#### [The task]
Give back all of the data exactly as it stands, with the pictures removed.
··· Extracted information
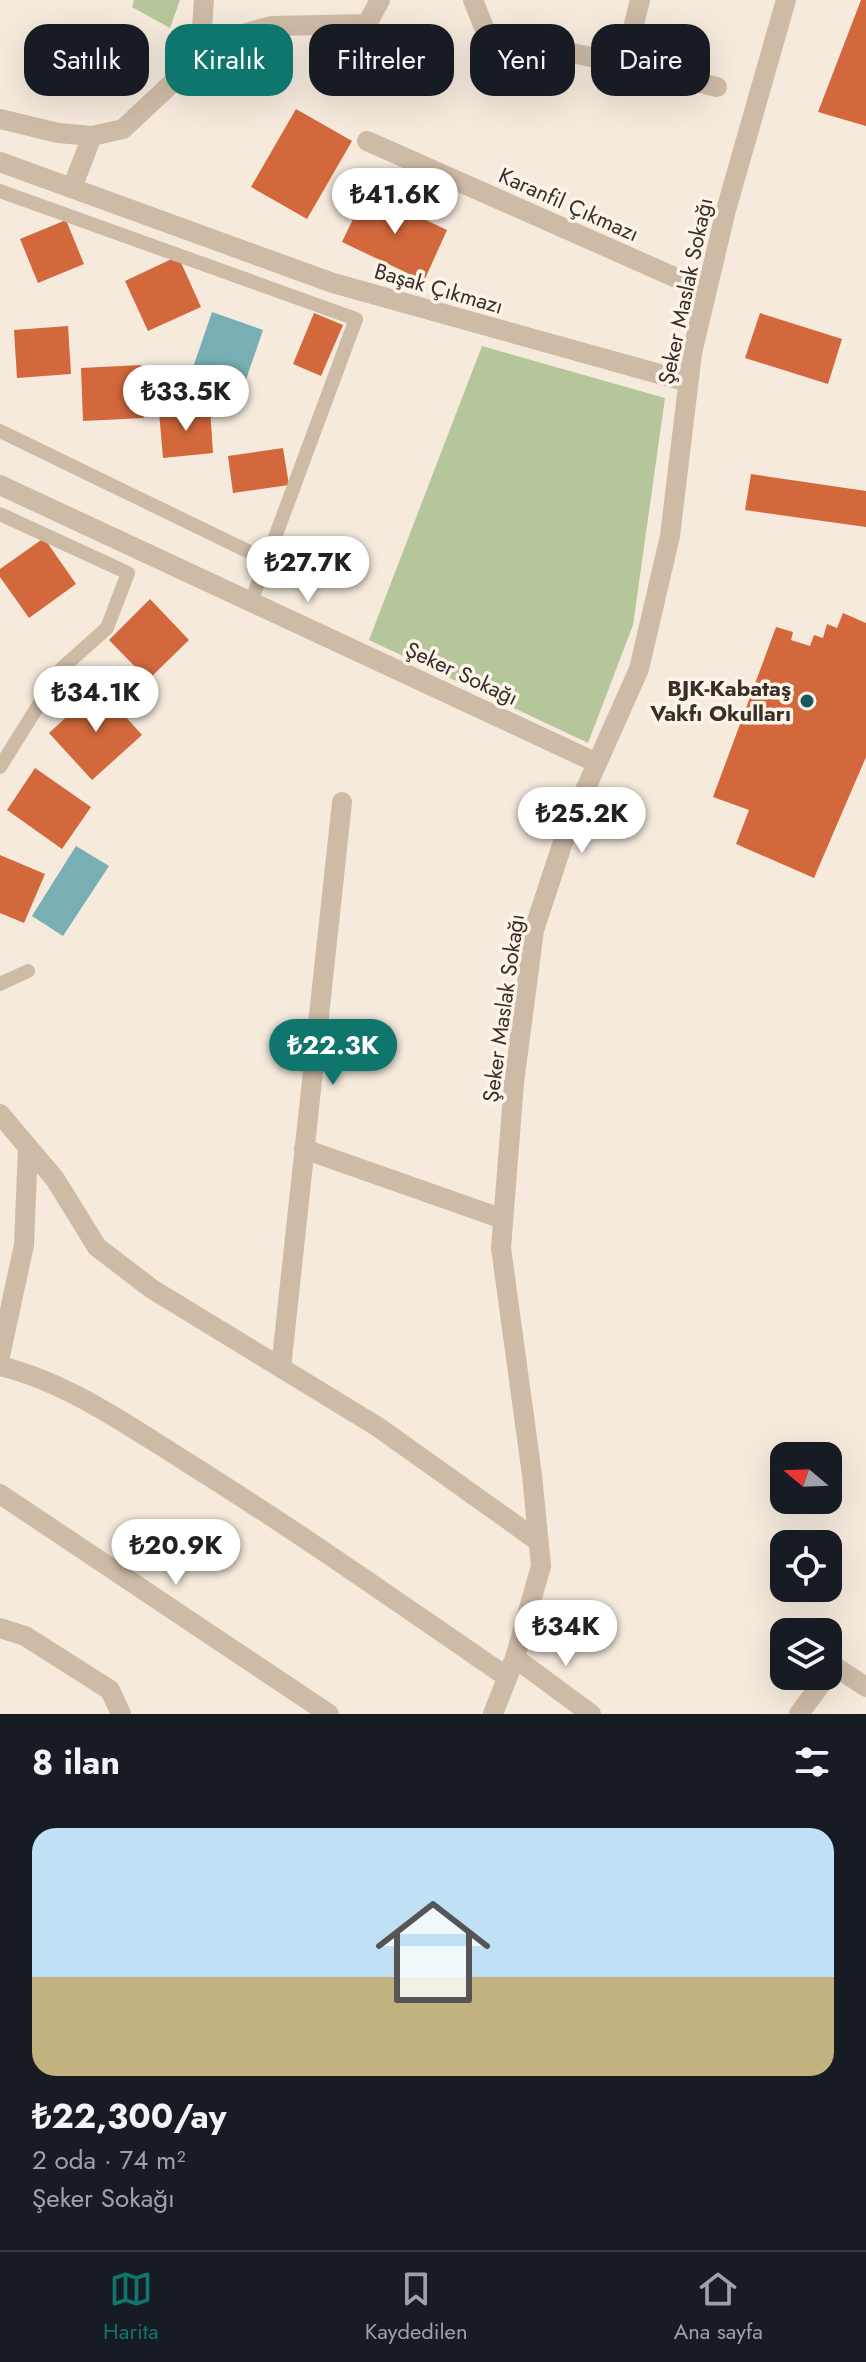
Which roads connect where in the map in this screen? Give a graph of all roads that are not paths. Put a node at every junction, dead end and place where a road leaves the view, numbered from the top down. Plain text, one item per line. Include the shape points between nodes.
1 (204, 0) edge
2 (380, 0) edge
3 (473, 0) edge
4 (640, 0) edge
5 (786, 0) edge
6 (202, 24) edge
7 (634, 24) edge
8 (293, 26) edge
9 (591, 57) edge
10 (710, 85) edge
11 (717, 87) dead end
12 (165, 90) edge
13 (0, 119) edge
14 (92, 136) junction
15 (367, 141) dead end
16 (0, 162) edge
17 (72, 188) junction
18 (0, 191) edge
19 (706, 291) junction
20 (688, 382) junction
21 (0, 431) edge
22 (0, 485) edge
23 (0, 514) edge
24 (266, 560) junction
25 (251, 602) junction
26 (597, 763) junction
27 (0, 767) edge
28 (342, 802) dead end
29 (28, 971) dead end
30 (0, 984) edge
31 (0, 1114) edge
32 (28, 1147) junction
33 (304, 1149) junction
34 (503, 1219) junction
35 (0, 1356) edge
36 (0, 1366) edge
37 (281, 1368) junction
38 (0, 1494) edge
39 (538, 1541) junction
40 (0, 1628) edge
41 (511, 1667) junction
42 (842, 1671) edge
43 (866, 1687) edge
44 (817, 1690) edge
45 (121, 1714) edge
46 (329, 1714) edge
47 (493, 1714) edge
48 (591, 1714) edge
49 (799, 1714) edge

1 - 6 street
2 - 8 street via 367,24
3 - 9 street via 487,35
4 - 7 street
5 - 19 street, Şeker Maslak Sokağı
10 - 11 street
12 - 14 street via 123,129
13 - 14 street
14 - 17 street
15 - 19 street, Karanfil Çıkmazı
16 - 17 street, Başak Çıkmazı
17 - 20 street, Başak Çıkmazı via 333,283
18 - 24 lane via 356,319
19 - 20 street, Şeker Maslak Sokağı
20 - 26 street, Şeker Maslak Sokağı via 670,536 643,655
21 - 24 lane
22 - 25 street, Şeker Sokağı
23 - 27 lane via 128,573 107,628 61,669
24 - 25 lane
25 - 26 street, Şeker Sokağı
26 - 34 street, Şeker Maslak Sokağı via 566,833 534,930
28 - 33 street
29 - 30 lane
31 - 32 street
32 - 35 street via 24,1245
32 - 37 street via 55,1179 97,1247 152,1289
33 - 34 street
33 - 37 street
34 - 39 street, Şeker Maslak Sokağı via 501,1248
36 - 41 street via 34,1375 111,1414
37 - 39 street via 378,1427
38 - 46 street
39 - 41 street, Şeker Maslak Sokağı via 541,1566
40 - 45 street via 25,1636 110,1690
41 - 47 street, Şeker Maslak Sokağı
41 - 48 street
42 - 43 street
44 - 49 street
······
#### [Answer area]
Which roads connect where in the map in this screen? Give a graph of all roads that are not paths. Put a node at every junction, dead end and place where a road leaves the view, numbered from the top down. Plain text, one item per line. Include the shape points between nodes.
1 (204, 0) edge
2 (380, 0) edge
3 (473, 0) edge
4 (640, 0) edge
5 (786, 0) edge
6 (202, 24) edge
7 (634, 24) edge
8 (293, 26) edge
9 (591, 57) edge
10 (710, 85) edge
11 (717, 87) dead end
12 (165, 90) edge
13 (0, 119) edge
14 (92, 136) junction
15 (367, 141) dead end
16 (0, 162) edge
17 (72, 188) junction
18 (0, 191) edge
19 (706, 291) junction
20 (688, 382) junction
21 (0, 431) edge
22 (0, 485) edge
23 (0, 514) edge
24 (266, 560) junction
25 (251, 602) junction
26 (597, 763) junction
27 (0, 767) edge
28 (342, 802) dead end
29 (28, 971) dead end
30 (0, 984) edge
31 (0, 1114) edge
32 (28, 1147) junction
33 (304, 1149) junction
34 (503, 1219) junction
35 (0, 1356) edge
36 (0, 1366) edge
37 (281, 1368) junction
38 (0, 1494) edge
39 (538, 1541) junction
40 (0, 1628) edge
41 (511, 1667) junction
42 (842, 1671) edge
43 (866, 1687) edge
44 (817, 1690) edge
45 (121, 1714) edge
46 (329, 1714) edge
47 (493, 1714) edge
48 (591, 1714) edge
49 (799, 1714) edge

1 - 6 street
2 - 8 street via 367,24
3 - 9 street via 487,35
4 - 7 street
5 - 19 street, Şeker Maslak Sokağı
10 - 11 street
12 - 14 street via 123,129
13 - 14 street
14 - 17 street
15 - 19 street, Karanfil Çıkmazı
16 - 17 street, Başak Çıkmazı
17 - 20 street, Başak Çıkmazı via 333,283
18 - 24 lane via 356,319
19 - 20 street, Şeker Maslak Sokağı
20 - 26 street, Şeker Maslak Sokağı via 670,536 643,655
21 - 24 lane
22 - 25 street, Şeker Sokağı
23 - 27 lane via 128,573 107,628 61,669
24 - 25 lane
25 - 26 street, Şeker Sokağı
26 - 34 street, Şeker Maslak Sokağı via 566,833 534,930
28 - 33 street
29 - 30 lane
31 - 32 street
32 - 35 street via 24,1245
32 - 37 street via 55,1179 97,1247 152,1289
33 - 34 street
33 - 37 street
34 - 39 street, Şeker Maslak Sokağı via 501,1248
36 - 41 street via 34,1375 111,1414
37 - 39 street via 378,1427
38 - 46 street
39 - 41 street, Şeker Maslak Sokağı via 541,1566
40 - 45 street via 25,1636 110,1690
41 - 47 street, Şeker Maslak Sokağı
41 - 48 street
42 - 43 street
44 - 49 street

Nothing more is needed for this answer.